▸ SUPPLIED RECORDS:
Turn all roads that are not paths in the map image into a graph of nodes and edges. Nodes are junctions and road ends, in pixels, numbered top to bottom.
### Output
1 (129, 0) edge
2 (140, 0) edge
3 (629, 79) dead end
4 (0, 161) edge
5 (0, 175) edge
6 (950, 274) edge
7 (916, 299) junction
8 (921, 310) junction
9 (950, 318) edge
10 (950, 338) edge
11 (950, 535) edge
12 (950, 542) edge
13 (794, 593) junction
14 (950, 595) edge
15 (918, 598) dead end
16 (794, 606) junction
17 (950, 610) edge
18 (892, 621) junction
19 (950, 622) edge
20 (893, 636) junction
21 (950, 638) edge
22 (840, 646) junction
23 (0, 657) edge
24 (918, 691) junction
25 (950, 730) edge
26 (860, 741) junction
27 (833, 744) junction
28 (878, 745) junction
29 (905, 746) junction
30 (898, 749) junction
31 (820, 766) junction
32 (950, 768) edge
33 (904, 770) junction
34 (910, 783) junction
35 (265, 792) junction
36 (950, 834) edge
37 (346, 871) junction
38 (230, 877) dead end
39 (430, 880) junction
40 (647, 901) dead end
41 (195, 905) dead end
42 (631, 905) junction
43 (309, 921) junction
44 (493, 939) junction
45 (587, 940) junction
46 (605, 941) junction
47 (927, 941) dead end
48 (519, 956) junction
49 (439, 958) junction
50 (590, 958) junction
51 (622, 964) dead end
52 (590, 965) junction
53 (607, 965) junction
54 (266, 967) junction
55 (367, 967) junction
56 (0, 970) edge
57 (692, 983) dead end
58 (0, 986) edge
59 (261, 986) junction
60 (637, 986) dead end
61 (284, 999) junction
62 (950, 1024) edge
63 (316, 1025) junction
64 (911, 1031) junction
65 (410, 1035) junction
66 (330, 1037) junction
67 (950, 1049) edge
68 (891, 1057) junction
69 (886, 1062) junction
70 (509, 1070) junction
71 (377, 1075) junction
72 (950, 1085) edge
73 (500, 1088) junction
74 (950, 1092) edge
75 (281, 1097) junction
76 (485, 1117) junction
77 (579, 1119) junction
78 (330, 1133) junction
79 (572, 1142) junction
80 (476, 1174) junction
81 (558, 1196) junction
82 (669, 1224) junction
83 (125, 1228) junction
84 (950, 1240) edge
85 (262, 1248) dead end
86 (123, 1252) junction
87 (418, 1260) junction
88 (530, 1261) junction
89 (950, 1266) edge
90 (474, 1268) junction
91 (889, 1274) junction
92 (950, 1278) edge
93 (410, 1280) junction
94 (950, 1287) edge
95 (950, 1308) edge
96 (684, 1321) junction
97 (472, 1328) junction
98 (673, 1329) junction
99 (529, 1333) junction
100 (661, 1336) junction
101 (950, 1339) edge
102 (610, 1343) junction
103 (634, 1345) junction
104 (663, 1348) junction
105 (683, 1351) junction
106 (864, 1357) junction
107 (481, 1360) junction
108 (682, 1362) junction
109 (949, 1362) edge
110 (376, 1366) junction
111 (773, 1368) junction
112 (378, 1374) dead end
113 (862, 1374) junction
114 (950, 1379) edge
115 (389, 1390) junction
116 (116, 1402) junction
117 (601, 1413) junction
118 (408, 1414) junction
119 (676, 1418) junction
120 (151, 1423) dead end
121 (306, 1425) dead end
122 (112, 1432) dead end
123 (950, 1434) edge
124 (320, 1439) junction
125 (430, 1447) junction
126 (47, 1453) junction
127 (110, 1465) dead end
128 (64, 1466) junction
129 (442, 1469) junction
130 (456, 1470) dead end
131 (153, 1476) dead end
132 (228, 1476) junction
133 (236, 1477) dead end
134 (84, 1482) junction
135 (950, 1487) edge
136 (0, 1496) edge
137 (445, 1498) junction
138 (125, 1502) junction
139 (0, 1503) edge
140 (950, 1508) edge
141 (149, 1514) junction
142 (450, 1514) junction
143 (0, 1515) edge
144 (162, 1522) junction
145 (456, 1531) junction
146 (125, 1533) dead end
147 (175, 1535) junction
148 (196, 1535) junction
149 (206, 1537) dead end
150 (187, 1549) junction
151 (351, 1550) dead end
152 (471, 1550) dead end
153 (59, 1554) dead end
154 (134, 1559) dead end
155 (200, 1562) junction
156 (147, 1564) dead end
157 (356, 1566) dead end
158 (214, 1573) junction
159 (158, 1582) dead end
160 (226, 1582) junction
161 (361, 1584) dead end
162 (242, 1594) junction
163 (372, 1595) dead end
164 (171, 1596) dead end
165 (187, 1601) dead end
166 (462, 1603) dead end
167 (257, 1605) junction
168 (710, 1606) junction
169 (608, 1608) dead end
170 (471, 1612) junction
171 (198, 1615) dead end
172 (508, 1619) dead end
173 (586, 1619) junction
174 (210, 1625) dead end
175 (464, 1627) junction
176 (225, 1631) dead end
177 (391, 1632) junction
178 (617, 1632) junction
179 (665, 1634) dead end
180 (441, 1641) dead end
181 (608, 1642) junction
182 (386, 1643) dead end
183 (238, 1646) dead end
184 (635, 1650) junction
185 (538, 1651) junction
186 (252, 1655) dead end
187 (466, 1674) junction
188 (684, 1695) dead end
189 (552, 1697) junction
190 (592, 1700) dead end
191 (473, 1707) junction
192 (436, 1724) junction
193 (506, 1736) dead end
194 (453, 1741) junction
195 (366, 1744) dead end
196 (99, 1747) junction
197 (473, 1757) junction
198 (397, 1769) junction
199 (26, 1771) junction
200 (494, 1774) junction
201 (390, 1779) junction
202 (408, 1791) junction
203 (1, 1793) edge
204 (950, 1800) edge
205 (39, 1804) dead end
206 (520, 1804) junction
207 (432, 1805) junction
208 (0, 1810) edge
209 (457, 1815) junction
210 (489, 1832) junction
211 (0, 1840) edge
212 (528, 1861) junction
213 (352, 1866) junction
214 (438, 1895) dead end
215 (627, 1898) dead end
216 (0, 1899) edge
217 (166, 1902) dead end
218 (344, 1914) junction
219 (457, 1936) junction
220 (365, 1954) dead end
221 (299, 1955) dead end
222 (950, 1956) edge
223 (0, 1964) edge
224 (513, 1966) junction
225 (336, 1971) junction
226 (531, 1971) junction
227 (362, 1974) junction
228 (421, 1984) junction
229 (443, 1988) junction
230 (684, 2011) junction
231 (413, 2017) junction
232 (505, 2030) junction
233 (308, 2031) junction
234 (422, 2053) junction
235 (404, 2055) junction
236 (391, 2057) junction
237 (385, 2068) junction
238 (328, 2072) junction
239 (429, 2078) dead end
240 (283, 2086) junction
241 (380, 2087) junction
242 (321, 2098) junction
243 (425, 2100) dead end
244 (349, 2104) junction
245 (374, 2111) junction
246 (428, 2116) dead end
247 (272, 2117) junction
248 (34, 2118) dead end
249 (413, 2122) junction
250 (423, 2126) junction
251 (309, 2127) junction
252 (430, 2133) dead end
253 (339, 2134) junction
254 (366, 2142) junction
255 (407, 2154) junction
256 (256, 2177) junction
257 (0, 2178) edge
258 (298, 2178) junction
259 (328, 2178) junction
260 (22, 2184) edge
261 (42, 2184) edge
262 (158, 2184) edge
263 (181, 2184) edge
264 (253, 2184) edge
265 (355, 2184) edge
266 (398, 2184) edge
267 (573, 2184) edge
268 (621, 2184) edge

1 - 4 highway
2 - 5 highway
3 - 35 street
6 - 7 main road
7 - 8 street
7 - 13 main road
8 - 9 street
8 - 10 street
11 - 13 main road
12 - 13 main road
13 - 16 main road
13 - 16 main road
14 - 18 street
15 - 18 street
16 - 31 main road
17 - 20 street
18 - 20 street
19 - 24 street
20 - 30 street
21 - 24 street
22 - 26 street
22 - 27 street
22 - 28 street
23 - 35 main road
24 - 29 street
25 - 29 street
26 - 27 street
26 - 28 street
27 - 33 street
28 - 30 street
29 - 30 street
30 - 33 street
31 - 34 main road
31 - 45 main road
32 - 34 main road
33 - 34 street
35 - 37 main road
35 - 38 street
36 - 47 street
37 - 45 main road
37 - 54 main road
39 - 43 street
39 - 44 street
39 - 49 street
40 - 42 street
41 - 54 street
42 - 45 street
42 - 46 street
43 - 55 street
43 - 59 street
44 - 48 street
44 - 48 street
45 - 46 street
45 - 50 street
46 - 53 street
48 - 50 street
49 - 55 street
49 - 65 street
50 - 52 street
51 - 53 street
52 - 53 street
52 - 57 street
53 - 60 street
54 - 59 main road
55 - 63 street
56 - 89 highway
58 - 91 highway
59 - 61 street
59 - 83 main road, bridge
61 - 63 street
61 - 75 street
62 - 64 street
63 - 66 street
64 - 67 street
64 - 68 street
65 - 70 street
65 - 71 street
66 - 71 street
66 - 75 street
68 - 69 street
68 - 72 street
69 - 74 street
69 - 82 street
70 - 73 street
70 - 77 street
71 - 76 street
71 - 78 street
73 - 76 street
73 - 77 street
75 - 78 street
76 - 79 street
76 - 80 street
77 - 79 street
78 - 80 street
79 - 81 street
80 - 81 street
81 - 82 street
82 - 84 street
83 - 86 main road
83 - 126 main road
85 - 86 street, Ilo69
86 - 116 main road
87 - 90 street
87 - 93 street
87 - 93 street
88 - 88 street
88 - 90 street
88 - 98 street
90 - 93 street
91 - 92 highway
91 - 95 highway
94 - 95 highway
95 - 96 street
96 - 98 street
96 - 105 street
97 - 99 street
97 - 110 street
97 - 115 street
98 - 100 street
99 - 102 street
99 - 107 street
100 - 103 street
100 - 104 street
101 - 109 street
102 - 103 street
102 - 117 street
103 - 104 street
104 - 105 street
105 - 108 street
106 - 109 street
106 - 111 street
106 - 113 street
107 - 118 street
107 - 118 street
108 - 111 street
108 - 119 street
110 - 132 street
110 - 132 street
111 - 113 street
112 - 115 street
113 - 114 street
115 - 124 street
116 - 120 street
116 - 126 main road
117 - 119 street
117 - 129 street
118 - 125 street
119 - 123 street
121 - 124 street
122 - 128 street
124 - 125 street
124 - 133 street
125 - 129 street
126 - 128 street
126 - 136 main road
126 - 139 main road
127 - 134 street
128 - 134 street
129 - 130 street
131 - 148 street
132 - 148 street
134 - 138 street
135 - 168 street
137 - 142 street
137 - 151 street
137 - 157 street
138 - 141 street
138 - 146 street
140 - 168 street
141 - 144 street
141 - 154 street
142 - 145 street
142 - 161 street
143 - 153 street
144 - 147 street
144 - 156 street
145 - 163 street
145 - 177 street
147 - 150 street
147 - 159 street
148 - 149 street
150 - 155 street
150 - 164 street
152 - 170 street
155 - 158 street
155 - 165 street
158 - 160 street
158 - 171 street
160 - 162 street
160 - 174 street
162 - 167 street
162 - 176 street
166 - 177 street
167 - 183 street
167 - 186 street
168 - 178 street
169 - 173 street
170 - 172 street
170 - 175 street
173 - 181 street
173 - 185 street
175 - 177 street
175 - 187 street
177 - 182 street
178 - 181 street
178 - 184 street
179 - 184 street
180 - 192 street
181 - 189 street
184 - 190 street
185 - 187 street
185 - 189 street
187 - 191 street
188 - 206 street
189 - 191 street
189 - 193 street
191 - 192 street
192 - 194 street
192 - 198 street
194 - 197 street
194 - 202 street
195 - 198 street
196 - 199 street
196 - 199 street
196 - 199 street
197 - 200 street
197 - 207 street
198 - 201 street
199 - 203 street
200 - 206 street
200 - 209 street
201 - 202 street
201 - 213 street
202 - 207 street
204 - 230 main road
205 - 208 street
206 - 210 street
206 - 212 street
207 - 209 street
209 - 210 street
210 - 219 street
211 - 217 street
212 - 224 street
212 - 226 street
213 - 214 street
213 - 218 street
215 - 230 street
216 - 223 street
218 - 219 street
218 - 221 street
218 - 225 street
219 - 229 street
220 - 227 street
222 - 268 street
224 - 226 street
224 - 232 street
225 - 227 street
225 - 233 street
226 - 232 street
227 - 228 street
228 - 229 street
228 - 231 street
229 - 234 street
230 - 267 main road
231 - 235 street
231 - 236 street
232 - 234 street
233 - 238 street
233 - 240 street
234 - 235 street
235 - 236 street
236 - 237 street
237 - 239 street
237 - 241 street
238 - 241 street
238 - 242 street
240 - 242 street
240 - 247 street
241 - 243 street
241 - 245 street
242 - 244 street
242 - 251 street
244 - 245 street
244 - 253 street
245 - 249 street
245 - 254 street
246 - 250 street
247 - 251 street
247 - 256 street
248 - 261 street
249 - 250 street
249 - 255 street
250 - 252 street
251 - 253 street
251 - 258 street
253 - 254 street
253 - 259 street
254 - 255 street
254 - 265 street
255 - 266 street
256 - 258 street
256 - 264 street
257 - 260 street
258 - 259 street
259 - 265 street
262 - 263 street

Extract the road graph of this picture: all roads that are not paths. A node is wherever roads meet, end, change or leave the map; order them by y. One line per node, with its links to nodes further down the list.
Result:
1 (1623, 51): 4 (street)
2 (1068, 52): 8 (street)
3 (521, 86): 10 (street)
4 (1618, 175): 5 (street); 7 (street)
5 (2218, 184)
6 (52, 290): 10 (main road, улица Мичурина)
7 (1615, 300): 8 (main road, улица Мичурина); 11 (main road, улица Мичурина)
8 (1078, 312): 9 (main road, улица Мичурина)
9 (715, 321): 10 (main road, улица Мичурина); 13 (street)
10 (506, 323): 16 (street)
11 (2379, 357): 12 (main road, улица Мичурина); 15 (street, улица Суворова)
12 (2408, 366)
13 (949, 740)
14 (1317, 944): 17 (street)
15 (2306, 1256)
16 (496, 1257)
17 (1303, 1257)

▸ ACTIVITY:
In how many lines of the material does the string "that" appear? Reply with the number only.

▸ RESULT FOR THIS TASK:
2